### THE PROBLEM:
Copy every line of the listing that holds the string "roads".

### THE INPUT:

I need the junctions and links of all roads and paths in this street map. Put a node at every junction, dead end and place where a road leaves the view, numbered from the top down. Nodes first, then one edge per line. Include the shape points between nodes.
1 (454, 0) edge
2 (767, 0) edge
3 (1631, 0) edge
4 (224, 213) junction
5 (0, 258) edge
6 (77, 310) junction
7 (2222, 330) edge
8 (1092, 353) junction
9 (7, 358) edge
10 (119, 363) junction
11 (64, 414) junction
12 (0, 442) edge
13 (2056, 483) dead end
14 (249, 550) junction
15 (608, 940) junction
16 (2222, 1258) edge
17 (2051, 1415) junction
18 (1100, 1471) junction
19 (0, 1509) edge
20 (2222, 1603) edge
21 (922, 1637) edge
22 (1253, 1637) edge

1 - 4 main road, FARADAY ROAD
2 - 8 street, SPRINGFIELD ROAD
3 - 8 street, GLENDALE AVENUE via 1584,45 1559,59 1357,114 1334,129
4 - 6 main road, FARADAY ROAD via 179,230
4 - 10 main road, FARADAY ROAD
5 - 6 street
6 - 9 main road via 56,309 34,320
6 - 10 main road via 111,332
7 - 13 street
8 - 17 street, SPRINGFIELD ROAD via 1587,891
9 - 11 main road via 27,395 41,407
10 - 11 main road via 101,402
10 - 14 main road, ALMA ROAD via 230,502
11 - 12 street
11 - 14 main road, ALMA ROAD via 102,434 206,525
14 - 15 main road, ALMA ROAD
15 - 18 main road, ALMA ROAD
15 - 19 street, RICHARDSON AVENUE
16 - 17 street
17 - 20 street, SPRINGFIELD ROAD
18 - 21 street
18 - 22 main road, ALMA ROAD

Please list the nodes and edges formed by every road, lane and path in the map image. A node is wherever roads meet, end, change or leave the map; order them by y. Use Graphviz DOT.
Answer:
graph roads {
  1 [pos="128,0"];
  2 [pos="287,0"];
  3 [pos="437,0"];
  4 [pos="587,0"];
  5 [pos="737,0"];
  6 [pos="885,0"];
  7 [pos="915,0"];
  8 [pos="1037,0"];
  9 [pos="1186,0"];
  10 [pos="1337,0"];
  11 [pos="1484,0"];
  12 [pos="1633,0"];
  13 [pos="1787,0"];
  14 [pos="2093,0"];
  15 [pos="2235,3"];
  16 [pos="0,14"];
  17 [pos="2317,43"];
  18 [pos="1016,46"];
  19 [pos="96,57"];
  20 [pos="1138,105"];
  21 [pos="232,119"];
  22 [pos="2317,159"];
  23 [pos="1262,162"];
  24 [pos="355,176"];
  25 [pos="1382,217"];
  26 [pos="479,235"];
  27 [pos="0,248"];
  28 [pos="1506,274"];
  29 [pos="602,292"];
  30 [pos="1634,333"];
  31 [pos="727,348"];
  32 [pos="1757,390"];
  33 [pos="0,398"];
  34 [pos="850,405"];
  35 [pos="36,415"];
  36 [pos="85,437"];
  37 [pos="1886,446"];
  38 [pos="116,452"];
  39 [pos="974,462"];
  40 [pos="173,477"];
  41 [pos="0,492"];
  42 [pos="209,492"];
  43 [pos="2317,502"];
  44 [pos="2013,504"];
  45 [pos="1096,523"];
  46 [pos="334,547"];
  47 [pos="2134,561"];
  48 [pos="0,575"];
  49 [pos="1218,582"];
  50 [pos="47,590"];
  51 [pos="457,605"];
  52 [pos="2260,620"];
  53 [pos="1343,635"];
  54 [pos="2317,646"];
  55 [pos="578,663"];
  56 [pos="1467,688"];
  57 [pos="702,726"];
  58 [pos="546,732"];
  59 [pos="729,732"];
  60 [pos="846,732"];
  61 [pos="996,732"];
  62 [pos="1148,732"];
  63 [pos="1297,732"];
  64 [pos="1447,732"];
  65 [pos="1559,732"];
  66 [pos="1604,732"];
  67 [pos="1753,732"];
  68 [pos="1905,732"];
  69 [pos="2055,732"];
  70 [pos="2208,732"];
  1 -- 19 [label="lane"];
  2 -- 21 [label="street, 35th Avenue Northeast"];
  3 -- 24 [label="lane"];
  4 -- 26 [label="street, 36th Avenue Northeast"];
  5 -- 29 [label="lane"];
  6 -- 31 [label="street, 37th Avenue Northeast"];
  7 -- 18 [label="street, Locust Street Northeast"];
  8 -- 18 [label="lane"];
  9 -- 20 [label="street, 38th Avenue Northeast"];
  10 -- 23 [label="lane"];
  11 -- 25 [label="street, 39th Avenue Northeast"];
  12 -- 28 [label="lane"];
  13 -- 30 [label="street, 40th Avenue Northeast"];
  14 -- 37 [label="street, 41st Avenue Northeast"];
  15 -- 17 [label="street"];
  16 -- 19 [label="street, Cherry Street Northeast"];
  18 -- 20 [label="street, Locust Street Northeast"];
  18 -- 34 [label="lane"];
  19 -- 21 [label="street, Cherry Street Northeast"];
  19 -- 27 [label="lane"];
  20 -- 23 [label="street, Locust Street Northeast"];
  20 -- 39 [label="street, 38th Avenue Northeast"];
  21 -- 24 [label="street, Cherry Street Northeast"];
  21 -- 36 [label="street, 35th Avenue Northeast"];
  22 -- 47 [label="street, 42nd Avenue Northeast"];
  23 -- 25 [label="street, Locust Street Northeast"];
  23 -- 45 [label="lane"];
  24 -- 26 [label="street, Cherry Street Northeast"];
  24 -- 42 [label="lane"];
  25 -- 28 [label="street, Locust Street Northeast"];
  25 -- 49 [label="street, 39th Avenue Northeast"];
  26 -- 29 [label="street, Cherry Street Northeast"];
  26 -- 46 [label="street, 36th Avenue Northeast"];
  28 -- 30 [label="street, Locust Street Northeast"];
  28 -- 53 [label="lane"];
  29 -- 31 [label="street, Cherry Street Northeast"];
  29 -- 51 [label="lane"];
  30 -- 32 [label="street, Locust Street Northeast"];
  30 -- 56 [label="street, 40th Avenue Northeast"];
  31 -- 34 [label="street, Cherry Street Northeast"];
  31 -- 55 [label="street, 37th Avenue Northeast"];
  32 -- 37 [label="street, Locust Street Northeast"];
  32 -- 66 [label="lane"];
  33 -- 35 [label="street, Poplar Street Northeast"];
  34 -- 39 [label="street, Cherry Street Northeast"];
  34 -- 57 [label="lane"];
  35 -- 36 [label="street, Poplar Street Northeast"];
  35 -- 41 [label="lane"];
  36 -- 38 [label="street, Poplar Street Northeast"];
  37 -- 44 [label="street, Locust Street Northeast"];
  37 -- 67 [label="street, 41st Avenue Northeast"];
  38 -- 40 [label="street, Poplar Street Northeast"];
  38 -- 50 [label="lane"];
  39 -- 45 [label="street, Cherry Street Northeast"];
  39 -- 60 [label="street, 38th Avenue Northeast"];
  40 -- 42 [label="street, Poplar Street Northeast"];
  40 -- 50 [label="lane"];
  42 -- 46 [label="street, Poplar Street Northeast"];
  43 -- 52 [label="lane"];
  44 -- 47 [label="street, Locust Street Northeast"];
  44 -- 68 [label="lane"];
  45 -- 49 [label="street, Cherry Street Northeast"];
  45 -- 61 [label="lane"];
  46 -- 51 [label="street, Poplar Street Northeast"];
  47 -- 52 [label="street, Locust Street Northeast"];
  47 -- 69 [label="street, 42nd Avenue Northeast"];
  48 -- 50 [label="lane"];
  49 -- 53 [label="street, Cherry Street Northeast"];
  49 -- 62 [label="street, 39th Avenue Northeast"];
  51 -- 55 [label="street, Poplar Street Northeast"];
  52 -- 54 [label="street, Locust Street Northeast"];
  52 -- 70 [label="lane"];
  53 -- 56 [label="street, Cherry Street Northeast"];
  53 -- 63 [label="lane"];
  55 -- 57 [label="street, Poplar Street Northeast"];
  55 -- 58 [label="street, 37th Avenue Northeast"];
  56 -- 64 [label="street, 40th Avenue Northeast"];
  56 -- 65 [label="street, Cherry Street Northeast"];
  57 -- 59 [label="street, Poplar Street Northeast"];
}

### RESULT BELOW:
I need the junctions and links of all roads and paths in this street map. Put a node at every junction, dead end and place where a road leaves the view, numbered from the top down. Nodes first, then one edge per line. Include the shape points between nodes.
Please list the nodes and edges formed by every road, lane and path in the map image. A node is wherever roads meet, end, change or leave the map; order them by y. Use Graphviz DOT.
graph roads {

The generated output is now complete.